What we did not know, but what the heroic efforts of Flynn’s new lawyer Sidney Powell has made clear is that the prosecutors (or perhaps I should say ‘persecutors’) had withheld exculpatory evidence from the Judge and that there had never been any reason for the FBI to interview Flynn in the first place. As Andrew McCarthy pointed out in a column for The Hill, ‘Under federal law, a false statement made to investigators is actionable only if it is material to the matter under investigation. If there was no basis to believe Flynn had committed a crime, his counsel could have argued that any false statements allegedly made by Flynn when he was questioned in January 2017 were immaterial.’
By early January, the FBI had concluded that there was no case against Flynn. It was planning to close the case when at the last minute Peter Strzok, disgraced former head of counter-intelligence at the Bureau, intervened personally to keep the case open. ‘Seventh floor involved,’ he said, i.e., the floor of big boss James Comey.
Why, if the FBI had concluded that Flynn was not guilty of collusion with the Russian, were two agents sent to lure him into a perjury trap? Simple. Let the disgraced former director of the FBI explain: ‘I sent them,’ he smirked to an interviewer, much to the delight of her anti-Trump audience, who had a good laugh over that. It was, he admitted, ‘something we, I probably wouldn’t have done or gotten away with in a more organized investigation — a more organized administration.’ Gotten away with, you understand. ‘What is our goal?,’ a recently released handwritten note from a top agent about the Flynn interview reads, ‘Truth/Admission, or to get him to lie, so we can prosecute him or get him fired?’ The FBI motto, incidentally, is ‘Fidelity, Bravery, Integrity’. How’s that working out?
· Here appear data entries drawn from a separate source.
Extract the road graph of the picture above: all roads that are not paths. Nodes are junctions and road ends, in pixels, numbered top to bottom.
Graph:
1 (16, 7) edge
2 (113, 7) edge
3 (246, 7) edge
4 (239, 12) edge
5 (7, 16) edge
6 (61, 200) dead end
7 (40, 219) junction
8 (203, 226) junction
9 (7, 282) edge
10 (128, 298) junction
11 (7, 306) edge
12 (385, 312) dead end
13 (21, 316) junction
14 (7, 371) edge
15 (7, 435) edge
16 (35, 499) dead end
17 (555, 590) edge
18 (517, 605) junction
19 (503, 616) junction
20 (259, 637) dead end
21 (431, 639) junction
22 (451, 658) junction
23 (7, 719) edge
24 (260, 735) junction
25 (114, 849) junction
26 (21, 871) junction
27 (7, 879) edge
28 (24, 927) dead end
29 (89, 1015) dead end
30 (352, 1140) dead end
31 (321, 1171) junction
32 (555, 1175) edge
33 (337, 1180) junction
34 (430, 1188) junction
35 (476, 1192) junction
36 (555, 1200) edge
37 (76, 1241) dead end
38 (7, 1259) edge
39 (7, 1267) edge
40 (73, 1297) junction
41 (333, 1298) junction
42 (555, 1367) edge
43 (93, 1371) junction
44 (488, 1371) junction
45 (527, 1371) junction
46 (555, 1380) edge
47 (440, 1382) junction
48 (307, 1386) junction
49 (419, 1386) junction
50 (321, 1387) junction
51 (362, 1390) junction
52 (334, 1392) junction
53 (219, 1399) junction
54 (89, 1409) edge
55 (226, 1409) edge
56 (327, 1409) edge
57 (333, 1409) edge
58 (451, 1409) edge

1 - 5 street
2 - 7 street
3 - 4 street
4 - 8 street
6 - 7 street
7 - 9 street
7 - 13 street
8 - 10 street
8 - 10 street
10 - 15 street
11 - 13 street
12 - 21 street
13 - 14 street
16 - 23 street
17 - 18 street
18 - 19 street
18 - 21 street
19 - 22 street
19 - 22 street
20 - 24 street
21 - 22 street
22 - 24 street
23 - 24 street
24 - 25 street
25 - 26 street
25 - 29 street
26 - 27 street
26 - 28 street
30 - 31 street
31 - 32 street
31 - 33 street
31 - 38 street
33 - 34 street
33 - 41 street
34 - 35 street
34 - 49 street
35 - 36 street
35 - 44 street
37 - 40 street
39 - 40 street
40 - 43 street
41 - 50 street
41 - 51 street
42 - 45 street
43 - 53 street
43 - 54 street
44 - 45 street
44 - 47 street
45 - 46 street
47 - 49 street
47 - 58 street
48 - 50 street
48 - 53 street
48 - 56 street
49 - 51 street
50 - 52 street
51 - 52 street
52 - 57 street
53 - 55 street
Andrew McCarthy got to the nub of the issue when he told Martha MacCallum that ‘What we are seeing is a meticulously planned-out scheme to try to get a 33-year combat veteran of the United States to say something that was inaccurate so that they would have a basis to try to charge him with false statements or otherwise get him fired.’ Wow.
Kim Strassel, in a blistering piece for the Wall Street Journal, noted that ‘the FBI exists to investigate crimes, not to create them’. But the FBI in the Obama administration regularly created or committed crimes. They spied on Americans without proper authorization. They unmasked the identities of Americans when the law expressly forbade that. They knowingly relied on Russian disinformation in an effort to frame the President of the United States. They brought the awesome police power of the state to bear on innocent people, destroying the reputations and livelihoods. The recent revelations about its effort to destroy Michael Flynn underscore the pertinence of a recent tweet from Nikki Haley, the President’s former Ambassador to the United Nations. ‘Letting Gen. Flynn off is not enough. People need to pay for this and the FBI needs to answer to how the public can have confidence that it will never happen again. Shameful.’ Amen to that.